Bounding boxes with keypoints
Segment Open

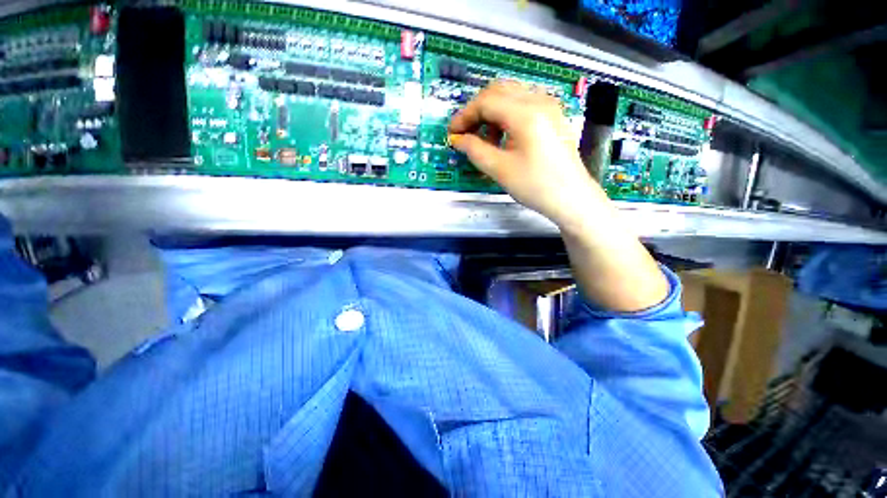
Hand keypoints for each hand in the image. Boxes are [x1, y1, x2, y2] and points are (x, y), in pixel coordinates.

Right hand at [448, 81, 668, 311]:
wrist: (578, 204)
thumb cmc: (541, 192)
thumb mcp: (502, 171)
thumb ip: (477, 150)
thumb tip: (459, 140)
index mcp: (526, 116)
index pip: (485, 101)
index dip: (464, 115)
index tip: (452, 134)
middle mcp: (541, 105)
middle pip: (498, 91)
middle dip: (475, 109)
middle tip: (464, 132)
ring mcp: (550, 112)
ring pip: (511, 96)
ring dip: (491, 112)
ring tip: (479, 136)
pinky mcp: (553, 123)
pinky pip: (523, 107)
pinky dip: (505, 116)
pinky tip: (500, 136)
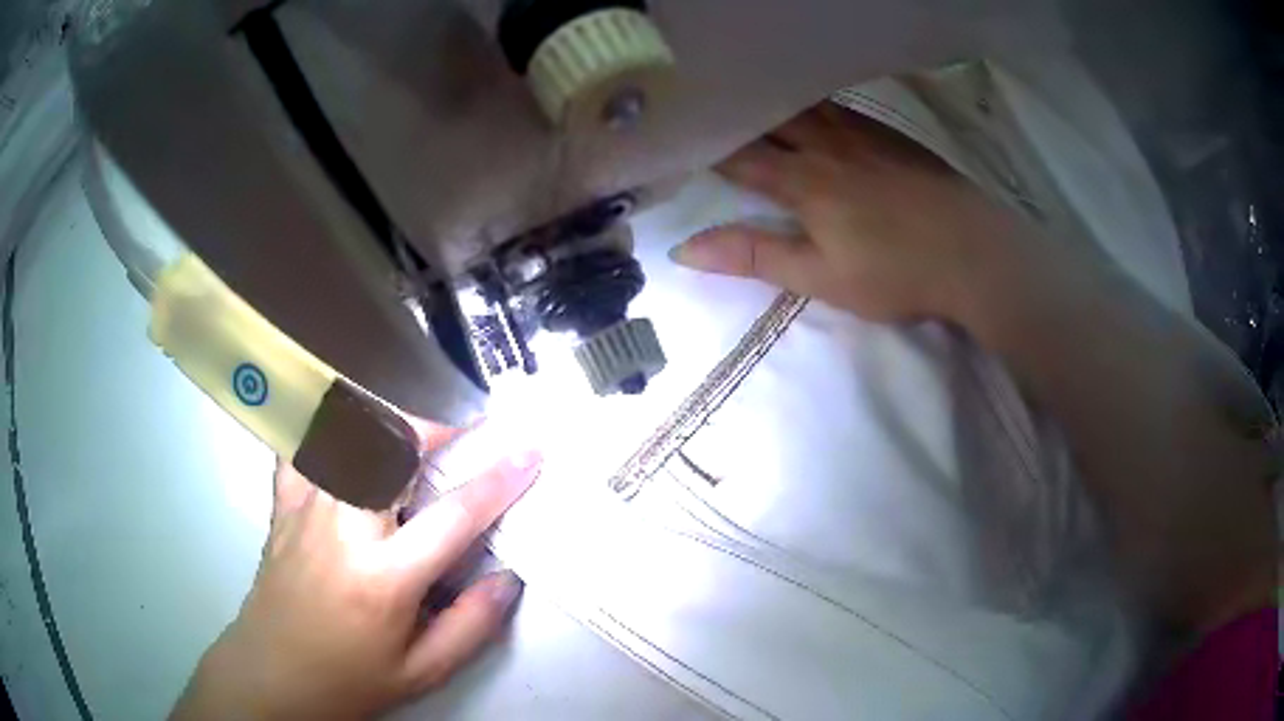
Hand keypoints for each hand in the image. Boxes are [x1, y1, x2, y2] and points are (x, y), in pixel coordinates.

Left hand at [172, 431, 542, 720]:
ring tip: (412, 439)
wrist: (273, 674)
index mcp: (383, 577)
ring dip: (388, 427)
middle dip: (434, 429)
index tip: (530, 451)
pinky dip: (328, 432)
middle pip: (390, 449)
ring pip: (347, 437)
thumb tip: (508, 577)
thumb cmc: (350, 678)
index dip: (499, 480)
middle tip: (463, 435)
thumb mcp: (422, 671)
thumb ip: (472, 624)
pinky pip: (304, 448)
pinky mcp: (283, 504)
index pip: (453, 515)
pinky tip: (346, 440)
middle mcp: (342, 528)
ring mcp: (306, 508)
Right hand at [671, 103, 1028, 322]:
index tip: (678, 141)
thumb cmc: (897, 272)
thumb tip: (684, 249)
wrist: (976, 252)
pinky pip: (836, 105)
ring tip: (747, 98)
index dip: (705, 147)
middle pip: (768, 117)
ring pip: (802, 104)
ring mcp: (861, 132)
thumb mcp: (821, 277)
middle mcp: (826, 144)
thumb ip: (754, 257)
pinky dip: (810, 101)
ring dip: (770, 101)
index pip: (739, 155)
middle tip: (707, 112)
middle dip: (734, 115)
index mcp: (803, 180)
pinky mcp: (888, 133)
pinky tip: (808, 106)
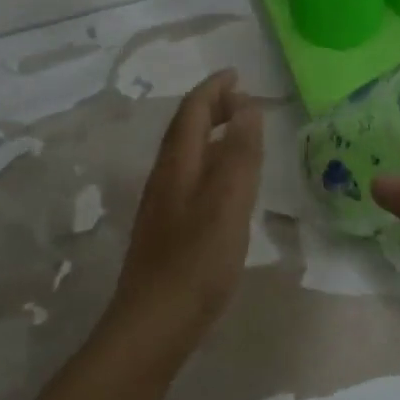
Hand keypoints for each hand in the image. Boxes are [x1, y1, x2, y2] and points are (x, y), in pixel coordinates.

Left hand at [107, 69, 264, 341]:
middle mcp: (164, 178)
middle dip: (210, 107)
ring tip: (237, 133)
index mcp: (177, 166)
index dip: (213, 89)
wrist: (153, 325)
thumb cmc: (195, 262)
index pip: (192, 112)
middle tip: (241, 98)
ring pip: (186, 156)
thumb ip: (239, 154)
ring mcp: (162, 206)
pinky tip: (224, 185)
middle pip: (184, 130)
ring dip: (209, 135)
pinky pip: (189, 180)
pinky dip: (209, 165)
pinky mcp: (167, 231)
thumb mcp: (227, 204)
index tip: (237, 74)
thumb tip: (246, 107)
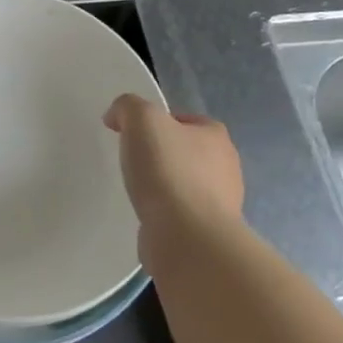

Segment Closed

• **Exercise directions**
Copy out all of the data word for word. Do not carry over any picture.

• **Task response**
Hand keypoints for each hand in the image. Boxes are [x1, y1, x2, y2] and points are (x, y), in pixel coordinates.

Right hand at [448, 81, 668, 311]:
wrist: (578, 204)
thumb cmc: (541, 192)
thumb mcp: (502, 171)
thumb ip: (477, 150)
thumb tip: (459, 140)
index mcp: (526, 116)
index pip: (485, 101)
index dip: (464, 115)
index tip: (452, 134)
middle mcp: (541, 105)
middle pip: (498, 91)
middle dip: (475, 109)
middle tip: (464, 132)
ring mcp: (550, 112)
ring pip: (511, 96)
ring dip: (491, 112)
ring tip: (479, 136)
pinky mcp: (553, 123)
pinky pip: (523, 107)
pinky dip: (505, 116)
pinky tip: (500, 136)
Hand keypoints for each hand in the image. Boxes are [x1, y1, x2, y2] and points are (x, y), in pixel coordinates.

Left hand at [172, 431, 542, 720]:
ring tip: (412, 439)
wrist: (273, 674)
index mcp: (383, 577)
ring dip: (388, 427)
middle dip: (434, 429)
index tip: (530, 451)
pinky dip: (328, 432)
middle pip: (390, 449)
ring pip: (347, 437)
thumb tip: (508, 577)
thumb cmc: (350, 678)
index dip: (499, 480)
middle tip: (463, 435)
thumb mcp: (422, 671)
thumb ip: (472, 624)
pinky pip: (304, 448)
pinky mcp: (283, 504)
index pip: (453, 515)
pinky tip: (346, 440)
middle mcp: (342, 528)
ring mcp: (306, 508)
Right hand at [671, 103, 1028, 322]:
index tip: (678, 141)
thumb cmc: (897, 272)
thumb tip: (684, 249)
wrist: (976, 252)
pinky pip: (836, 105)
ring tip: (747, 98)
index dip: (705, 147)
middle pip: (768, 117)
ring pip: (802, 104)
ring mcp: (861, 132)
thumb mcp: (821, 277)
middle mcp: (826, 144)
thumb ip: (754, 257)
pinky dip: (810, 101)
ring dip: (770, 101)
index pip: (739, 155)
middle tip: (707, 112)
middle dip: (734, 115)
index mcp: (803, 180)
pinky mcp: (888, 133)
pinky tip: (808, 106)
Hand keypoints for each hand in the image. Boxes are [x1, y1, x2, y2] and points are (x, y), in pixel coordinates.

Left hand at [107, 69, 264, 341]:
middle mcp: (164, 178)
middle dip: (210, 107)
ring tip: (237, 133)
index mcp: (177, 166)
index dip: (213, 89)
wrist: (153, 325)
thumb cmc: (195, 262)
index pip: (192, 112)
middle tip: (241, 98)
ring pip: (186, 156)
thumb ip: (239, 154)
ring mcp: (162, 206)
pinky tip: (224, 185)
middle pip: (184, 130)
ring dip: (209, 135)
pinky pip: (189, 180)
pinky dip: (209, 165)
pinky mcp: (167, 231)
thumb mcp: (227, 204)
index tip: (237, 74)
thumb tip: (246, 107)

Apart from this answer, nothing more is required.